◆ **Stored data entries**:
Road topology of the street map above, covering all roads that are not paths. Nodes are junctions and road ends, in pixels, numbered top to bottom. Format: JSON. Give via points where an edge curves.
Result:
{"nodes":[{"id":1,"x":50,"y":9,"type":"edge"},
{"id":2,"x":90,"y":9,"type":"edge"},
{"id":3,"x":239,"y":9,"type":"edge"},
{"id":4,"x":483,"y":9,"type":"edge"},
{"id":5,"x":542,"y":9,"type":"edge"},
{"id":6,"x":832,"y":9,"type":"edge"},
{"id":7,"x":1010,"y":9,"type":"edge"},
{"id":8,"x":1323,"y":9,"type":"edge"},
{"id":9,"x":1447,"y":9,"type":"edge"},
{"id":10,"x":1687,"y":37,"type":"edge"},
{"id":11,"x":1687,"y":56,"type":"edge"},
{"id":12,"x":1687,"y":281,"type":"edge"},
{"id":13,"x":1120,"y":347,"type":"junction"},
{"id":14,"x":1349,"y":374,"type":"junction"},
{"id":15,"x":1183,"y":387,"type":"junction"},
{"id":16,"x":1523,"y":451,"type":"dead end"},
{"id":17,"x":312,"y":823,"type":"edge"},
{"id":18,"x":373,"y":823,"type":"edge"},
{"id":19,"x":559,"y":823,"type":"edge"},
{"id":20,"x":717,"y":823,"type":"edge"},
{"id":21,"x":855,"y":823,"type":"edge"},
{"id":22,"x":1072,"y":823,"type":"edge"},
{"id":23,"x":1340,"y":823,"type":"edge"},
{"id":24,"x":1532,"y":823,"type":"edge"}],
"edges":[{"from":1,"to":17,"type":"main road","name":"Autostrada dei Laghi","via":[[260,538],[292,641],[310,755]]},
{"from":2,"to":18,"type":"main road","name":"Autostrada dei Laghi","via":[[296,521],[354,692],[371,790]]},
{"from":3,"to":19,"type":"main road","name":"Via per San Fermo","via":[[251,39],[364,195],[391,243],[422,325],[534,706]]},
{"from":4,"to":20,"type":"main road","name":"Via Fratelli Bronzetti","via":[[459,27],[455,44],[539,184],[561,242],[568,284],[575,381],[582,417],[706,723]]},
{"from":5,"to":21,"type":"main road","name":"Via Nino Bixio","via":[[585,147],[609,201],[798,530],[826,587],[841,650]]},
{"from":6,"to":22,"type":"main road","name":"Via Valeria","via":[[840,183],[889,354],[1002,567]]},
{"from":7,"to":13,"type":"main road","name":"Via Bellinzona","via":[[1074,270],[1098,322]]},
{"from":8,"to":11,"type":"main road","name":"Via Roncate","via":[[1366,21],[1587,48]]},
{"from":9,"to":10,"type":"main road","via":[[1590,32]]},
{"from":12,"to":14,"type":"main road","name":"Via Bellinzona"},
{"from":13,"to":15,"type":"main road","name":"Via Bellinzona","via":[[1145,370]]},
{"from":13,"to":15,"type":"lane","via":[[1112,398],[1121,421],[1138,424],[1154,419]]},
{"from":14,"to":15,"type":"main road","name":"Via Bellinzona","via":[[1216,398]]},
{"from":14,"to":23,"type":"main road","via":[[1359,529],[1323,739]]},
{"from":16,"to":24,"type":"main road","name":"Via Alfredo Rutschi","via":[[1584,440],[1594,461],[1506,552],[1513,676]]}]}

◆ **How to complete this task**:
The entries shown above must be restated word for word.

◆ **Problem solution**:
Road topology of the street map above, covering all roads that are not paths. Nodes are junctions and road ends, in pixels, numbered top to bottom. Format: JSON. Give via points where an edge curves.
Result:
{"nodes":[{"id":1,"x":50,"y":9,"type":"edge"},
{"id":2,"x":90,"y":9,"type":"edge"},
{"id":3,"x":239,"y":9,"type":"edge"},
{"id":4,"x":483,"y":9,"type":"edge"},
{"id":5,"x":542,"y":9,"type":"edge"},
{"id":6,"x":832,"y":9,"type":"edge"},
{"id":7,"x":1010,"y":9,"type":"edge"},
{"id":8,"x":1323,"y":9,"type":"edge"},
{"id":9,"x":1447,"y":9,"type":"edge"},
{"id":10,"x":1687,"y":37,"type":"edge"},
{"id":11,"x":1687,"y":56,"type":"edge"},
{"id":12,"x":1687,"y":281,"type":"edge"},
{"id":13,"x":1120,"y":347,"type":"junction"},
{"id":14,"x":1349,"y":374,"type":"junction"},
{"id":15,"x":1183,"y":387,"type":"junction"},
{"id":16,"x":1523,"y":451,"type":"dead end"},
{"id":17,"x":312,"y":823,"type":"edge"},
{"id":18,"x":373,"y":823,"type":"edge"},
{"id":19,"x":559,"y":823,"type":"edge"},
{"id":20,"x":717,"y":823,"type":"edge"},
{"id":21,"x":855,"y":823,"type":"edge"},
{"id":22,"x":1072,"y":823,"type":"edge"},
{"id":23,"x":1340,"y":823,"type":"edge"},
{"id":24,"x":1532,"y":823,"type":"edge"}],
"edges":[{"from":1,"to":17,"type":"main road","name":"Autostrada dei Laghi","via":[[260,538],[292,641],[310,755]]},
{"from":2,"to":18,"type":"main road","name":"Autostrada dei Laghi","via":[[296,521],[354,692],[371,790]]},
{"from":3,"to":19,"type":"main road","name":"Via per San Fermo","via":[[251,39],[364,195],[391,243],[422,325],[534,706]]},
{"from":4,"to":20,"type":"main road","name":"Via Fratelli Bronzetti","via":[[459,27],[455,44],[539,184],[561,242],[568,284],[575,381],[582,417],[706,723]]},
{"from":5,"to":21,"type":"main road","name":"Via Nino Bixio","via":[[585,147],[609,201],[798,530],[826,587],[841,650]]},
{"from":6,"to":22,"type":"main road","name":"Via Valeria","via":[[840,183],[889,354],[1002,567]]},
{"from":7,"to":13,"type":"main road","name":"Via Bellinzona","via":[[1074,270],[1098,322]]},
{"from":8,"to":11,"type":"main road","name":"Via Roncate","via":[[1366,21],[1587,48]]},
{"from":9,"to":10,"type":"main road","via":[[1590,32]]},
{"from":12,"to":14,"type":"main road","name":"Via Bellinzona"},
{"from":13,"to":15,"type":"main road","name":"Via Bellinzona","via":[[1145,370]]},
{"from":13,"to":15,"type":"lane","via":[[1112,398],[1121,421],[1138,424],[1154,419]]},
{"from":14,"to":15,"type":"main road","name":"Via Bellinzona","via":[[1216,398]]},
{"from":14,"to":23,"type":"main road","via":[[1359,529],[1323,739]]},
{"from":16,"to":24,"type":"main road","name":"Via Alfredo Rutschi","via":[[1584,440],[1594,461],[1506,552],[1513,676]]}]}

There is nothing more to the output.